Não é à toa que uma das torturas mais usadas com os presos
políticos era a da privação do sono. Em pouco tempo podem levar uma pessoa à
loucura. E por que é que com uma mãe isso não acontece?
A resposta dá pelo nome de ocitocina, também conhecida pela hormona da felicidade ou como
dizem os brasileiros “hormônio do amor”. É ela a responsável pela réstia de
sanidade mental que sobra a uma mãe e que lhe permite tomar conta das suas
crias.
É por causa dela que uma mãe pode ter sentimentos
ambivalentes na mesma hora: estar cansada até ao extremo mas também estar hiper
feliz. E aqui digo mãe e não digo pai porque a hormona não é produzida de forma
automática pelo homem aquando da sua nova condição de pai, tal como é produzida
por uma mãe no parto.
Um dos sábios conselhos que me deram na maternidade (tenho
recebido vários ao longo desta jornada) foi o seguinte:
- Dorme o bebé, dorme a mamã.
E dito desta forma parece tudo tão simples até que depois
esbarramos com a realidade.
E a loiça do almoço, quem é que a lava? E a roupa, quem é
que trata dela? E já nem me estou a referir a lavar vidros, limpar o pó ou
esfregar o chão. Refiro-me às tarefas invisíveis que se têm de fazer numa casa,
todos os dias.
A juntar a isto há as visitas. Sempre gostámos muito de
receber e de ter a casa cheia. É por isso perfeitamente natural que os familiares
e amigos mais próximos queiram ver o bebé nas primeiras semanas. Não dá para
responder:
- Agora não posso que estou a dormir.
Aos de perto de casa, tudo bem, se não dá jeito hoje visitam
noutro dia. Mas e o primo que vem do Norte, a família do estrangeiro que está cá de férias e o amigo que vive fora mas quer aproveitar a oportunidade para
conhecer o novo membro?
Alguém desse lado consegue ser descontraída o suficiente
para receber, ainda que seja família ou amigos próximos, com a casa suja e
desarrumada? E mais, sem ter nada para oferecer? Eu tentei sempre dar lanche ou
jantar mas confesso que tive muita ajuda nesse sentido.
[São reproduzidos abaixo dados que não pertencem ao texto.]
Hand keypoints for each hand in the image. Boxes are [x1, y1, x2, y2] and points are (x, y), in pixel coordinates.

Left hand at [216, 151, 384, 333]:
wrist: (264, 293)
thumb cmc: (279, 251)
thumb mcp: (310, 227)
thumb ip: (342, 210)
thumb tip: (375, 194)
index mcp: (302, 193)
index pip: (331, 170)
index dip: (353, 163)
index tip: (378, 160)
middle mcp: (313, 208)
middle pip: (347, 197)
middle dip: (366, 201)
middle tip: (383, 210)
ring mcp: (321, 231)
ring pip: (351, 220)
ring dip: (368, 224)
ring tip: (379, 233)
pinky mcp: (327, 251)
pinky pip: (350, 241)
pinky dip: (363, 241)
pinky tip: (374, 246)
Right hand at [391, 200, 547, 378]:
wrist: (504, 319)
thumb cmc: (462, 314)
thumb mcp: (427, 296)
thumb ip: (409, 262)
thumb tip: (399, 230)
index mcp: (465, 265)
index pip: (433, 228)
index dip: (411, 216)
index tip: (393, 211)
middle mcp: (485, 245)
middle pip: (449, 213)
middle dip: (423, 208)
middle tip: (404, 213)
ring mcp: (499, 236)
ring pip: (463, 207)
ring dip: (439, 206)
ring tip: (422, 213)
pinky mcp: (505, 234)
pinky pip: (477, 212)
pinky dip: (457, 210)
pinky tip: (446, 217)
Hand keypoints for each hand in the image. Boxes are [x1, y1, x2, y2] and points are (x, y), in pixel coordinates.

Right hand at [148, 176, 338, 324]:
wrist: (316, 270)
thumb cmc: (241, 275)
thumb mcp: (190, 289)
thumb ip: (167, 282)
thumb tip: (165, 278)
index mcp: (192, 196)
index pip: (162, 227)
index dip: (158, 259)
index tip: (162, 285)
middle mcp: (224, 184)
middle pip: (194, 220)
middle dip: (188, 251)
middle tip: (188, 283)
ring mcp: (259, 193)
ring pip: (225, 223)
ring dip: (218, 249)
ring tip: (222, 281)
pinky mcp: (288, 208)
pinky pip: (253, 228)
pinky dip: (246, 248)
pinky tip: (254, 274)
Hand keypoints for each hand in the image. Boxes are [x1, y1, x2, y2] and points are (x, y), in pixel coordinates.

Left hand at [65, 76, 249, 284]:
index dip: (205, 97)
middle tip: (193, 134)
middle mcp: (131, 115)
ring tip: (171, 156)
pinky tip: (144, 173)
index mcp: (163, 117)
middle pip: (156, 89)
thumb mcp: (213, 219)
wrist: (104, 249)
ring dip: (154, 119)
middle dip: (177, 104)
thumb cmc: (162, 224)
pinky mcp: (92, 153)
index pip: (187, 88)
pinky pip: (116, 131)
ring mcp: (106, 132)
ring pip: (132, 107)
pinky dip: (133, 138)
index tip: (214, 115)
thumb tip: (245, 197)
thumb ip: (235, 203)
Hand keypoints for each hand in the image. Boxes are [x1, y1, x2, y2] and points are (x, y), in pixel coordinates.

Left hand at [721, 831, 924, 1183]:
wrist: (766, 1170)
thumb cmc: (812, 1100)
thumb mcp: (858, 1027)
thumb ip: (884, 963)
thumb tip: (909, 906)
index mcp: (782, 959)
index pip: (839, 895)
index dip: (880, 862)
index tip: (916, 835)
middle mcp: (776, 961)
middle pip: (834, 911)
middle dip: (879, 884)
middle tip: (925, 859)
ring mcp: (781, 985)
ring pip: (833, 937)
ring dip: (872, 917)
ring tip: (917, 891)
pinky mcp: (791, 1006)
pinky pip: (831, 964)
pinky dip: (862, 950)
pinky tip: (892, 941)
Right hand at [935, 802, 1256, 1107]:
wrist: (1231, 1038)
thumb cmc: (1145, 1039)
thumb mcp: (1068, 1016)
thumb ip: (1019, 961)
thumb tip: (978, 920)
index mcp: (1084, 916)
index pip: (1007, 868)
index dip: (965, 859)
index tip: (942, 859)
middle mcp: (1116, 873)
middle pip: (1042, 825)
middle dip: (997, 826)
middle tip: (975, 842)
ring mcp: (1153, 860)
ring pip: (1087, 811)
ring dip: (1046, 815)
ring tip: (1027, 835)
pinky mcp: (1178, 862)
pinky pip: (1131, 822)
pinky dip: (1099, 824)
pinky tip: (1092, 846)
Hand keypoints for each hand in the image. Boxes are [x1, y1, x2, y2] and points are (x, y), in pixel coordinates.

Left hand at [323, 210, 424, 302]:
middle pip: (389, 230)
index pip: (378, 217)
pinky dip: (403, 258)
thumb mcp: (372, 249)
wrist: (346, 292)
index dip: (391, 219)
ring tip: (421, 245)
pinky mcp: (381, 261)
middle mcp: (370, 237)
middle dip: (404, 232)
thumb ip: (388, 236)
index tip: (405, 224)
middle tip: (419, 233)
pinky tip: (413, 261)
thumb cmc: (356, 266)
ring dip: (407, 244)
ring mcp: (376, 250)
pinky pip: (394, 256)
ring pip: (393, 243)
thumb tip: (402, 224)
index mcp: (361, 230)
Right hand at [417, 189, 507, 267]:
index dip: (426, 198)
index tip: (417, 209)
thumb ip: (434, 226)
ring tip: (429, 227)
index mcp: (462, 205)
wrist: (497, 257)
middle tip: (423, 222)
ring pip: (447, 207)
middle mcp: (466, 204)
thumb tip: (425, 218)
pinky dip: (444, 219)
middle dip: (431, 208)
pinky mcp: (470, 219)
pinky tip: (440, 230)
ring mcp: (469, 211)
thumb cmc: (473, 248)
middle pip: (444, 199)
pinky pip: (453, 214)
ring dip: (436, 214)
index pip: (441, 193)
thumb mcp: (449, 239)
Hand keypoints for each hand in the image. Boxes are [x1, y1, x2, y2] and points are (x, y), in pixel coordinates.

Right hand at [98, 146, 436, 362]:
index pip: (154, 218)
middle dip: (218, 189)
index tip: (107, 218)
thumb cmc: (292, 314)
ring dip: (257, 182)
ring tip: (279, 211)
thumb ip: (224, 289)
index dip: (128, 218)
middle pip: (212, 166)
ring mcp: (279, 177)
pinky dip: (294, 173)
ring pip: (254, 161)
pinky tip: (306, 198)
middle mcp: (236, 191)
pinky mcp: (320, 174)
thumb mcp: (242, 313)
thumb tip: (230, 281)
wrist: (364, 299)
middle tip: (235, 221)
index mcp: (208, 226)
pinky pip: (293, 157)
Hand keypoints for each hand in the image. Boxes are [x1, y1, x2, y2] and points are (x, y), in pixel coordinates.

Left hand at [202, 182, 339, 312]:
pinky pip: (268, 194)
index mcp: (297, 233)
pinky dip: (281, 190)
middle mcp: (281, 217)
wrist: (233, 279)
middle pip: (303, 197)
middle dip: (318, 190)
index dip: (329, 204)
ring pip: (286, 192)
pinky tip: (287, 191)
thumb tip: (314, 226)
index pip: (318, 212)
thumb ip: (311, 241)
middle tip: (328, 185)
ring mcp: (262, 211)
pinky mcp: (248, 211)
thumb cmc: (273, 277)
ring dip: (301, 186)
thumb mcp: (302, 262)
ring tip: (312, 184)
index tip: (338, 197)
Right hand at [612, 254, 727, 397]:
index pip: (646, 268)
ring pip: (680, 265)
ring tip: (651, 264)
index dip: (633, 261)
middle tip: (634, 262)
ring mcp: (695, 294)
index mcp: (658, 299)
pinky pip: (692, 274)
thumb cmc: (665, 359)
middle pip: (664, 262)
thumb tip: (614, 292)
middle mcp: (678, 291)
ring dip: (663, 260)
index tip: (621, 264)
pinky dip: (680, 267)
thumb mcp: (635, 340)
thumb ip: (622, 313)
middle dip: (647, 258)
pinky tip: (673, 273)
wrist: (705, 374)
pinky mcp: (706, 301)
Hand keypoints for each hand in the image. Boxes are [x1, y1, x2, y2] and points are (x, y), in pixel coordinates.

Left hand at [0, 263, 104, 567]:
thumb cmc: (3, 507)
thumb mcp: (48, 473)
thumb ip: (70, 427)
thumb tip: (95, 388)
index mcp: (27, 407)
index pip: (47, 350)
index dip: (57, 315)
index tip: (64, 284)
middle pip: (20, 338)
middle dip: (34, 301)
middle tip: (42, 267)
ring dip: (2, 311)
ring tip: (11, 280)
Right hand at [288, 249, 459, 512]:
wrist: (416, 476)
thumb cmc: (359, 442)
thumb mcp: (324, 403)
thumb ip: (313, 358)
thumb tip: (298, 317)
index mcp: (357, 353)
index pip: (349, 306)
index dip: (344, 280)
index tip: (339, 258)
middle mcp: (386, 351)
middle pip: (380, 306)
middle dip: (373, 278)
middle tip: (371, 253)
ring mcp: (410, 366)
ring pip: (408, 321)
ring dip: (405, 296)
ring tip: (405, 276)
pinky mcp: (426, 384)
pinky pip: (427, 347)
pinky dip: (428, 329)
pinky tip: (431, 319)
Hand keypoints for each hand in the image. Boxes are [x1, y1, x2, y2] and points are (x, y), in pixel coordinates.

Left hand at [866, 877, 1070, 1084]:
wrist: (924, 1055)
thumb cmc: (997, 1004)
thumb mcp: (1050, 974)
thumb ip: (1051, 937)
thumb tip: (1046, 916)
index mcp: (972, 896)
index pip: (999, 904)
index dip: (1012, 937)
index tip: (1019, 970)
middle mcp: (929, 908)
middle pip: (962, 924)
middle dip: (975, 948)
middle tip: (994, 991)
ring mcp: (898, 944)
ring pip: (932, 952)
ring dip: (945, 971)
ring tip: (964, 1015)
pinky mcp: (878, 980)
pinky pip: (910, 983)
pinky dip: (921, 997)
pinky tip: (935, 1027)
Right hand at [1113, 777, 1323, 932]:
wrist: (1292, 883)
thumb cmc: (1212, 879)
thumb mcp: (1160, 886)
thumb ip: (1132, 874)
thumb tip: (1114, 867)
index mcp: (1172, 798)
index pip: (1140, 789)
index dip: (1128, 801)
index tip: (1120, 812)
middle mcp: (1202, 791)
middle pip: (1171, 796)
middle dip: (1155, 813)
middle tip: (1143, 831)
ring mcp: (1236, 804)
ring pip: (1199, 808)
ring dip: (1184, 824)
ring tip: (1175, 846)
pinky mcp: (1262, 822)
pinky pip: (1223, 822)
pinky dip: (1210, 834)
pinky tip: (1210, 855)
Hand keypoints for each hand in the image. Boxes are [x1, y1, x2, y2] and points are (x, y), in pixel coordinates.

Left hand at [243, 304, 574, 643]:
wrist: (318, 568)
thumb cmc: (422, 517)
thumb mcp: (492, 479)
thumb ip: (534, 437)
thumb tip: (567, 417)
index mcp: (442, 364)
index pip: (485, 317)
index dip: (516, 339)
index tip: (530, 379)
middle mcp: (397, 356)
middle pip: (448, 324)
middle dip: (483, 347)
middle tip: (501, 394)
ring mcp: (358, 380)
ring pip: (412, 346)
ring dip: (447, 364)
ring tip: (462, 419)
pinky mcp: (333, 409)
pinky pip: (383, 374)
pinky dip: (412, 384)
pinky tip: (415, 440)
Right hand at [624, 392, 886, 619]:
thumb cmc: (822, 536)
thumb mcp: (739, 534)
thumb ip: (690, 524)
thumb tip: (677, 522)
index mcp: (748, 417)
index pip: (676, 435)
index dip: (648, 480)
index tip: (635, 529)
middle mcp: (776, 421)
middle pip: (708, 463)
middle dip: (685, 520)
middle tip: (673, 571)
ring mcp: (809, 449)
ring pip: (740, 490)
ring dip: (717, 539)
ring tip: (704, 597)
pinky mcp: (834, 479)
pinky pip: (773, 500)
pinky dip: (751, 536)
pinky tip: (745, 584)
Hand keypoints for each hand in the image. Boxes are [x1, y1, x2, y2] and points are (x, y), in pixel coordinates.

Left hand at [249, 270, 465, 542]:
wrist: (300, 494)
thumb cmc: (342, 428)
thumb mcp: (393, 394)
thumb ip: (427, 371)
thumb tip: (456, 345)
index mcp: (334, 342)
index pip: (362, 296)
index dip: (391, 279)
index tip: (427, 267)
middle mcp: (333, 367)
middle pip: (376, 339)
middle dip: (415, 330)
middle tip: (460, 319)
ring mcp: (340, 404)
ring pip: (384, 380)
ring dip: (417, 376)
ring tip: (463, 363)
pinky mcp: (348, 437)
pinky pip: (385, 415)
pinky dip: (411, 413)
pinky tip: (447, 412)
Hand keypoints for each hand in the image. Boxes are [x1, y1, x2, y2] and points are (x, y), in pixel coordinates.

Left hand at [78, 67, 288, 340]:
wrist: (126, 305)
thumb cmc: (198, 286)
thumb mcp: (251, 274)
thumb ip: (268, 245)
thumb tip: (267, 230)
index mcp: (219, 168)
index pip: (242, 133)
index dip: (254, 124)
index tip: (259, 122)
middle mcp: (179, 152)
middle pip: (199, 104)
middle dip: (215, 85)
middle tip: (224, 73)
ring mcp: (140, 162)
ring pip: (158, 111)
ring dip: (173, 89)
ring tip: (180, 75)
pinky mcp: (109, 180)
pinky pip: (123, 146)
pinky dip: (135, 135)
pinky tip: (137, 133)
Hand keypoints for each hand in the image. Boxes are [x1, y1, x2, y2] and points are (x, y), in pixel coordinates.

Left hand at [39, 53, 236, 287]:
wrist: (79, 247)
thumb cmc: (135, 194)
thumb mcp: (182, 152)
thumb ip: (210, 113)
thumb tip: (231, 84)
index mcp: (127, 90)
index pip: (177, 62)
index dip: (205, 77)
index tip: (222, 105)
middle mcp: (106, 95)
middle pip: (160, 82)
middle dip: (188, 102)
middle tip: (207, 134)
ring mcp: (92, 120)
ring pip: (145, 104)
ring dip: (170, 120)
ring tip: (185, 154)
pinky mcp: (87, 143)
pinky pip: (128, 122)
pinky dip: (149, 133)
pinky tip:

Se aprendi alguma lição destes primeiros tempos? Sim, ao
colocar-me no lugar de futuros pais que estão fora da sua cidade natal e sem
família por perto senti-me aterrada. Por isso, da próxima vez que visitar um
recém-nascido vou eu levar uma refeição quente. Um tabuleiro de bacalhau que dá
para congelar depois as sobras, uma salada já lavada e pronta a temperar, um
pote de sopa caseira, uma cesta com fruta fresca… tantas as opções.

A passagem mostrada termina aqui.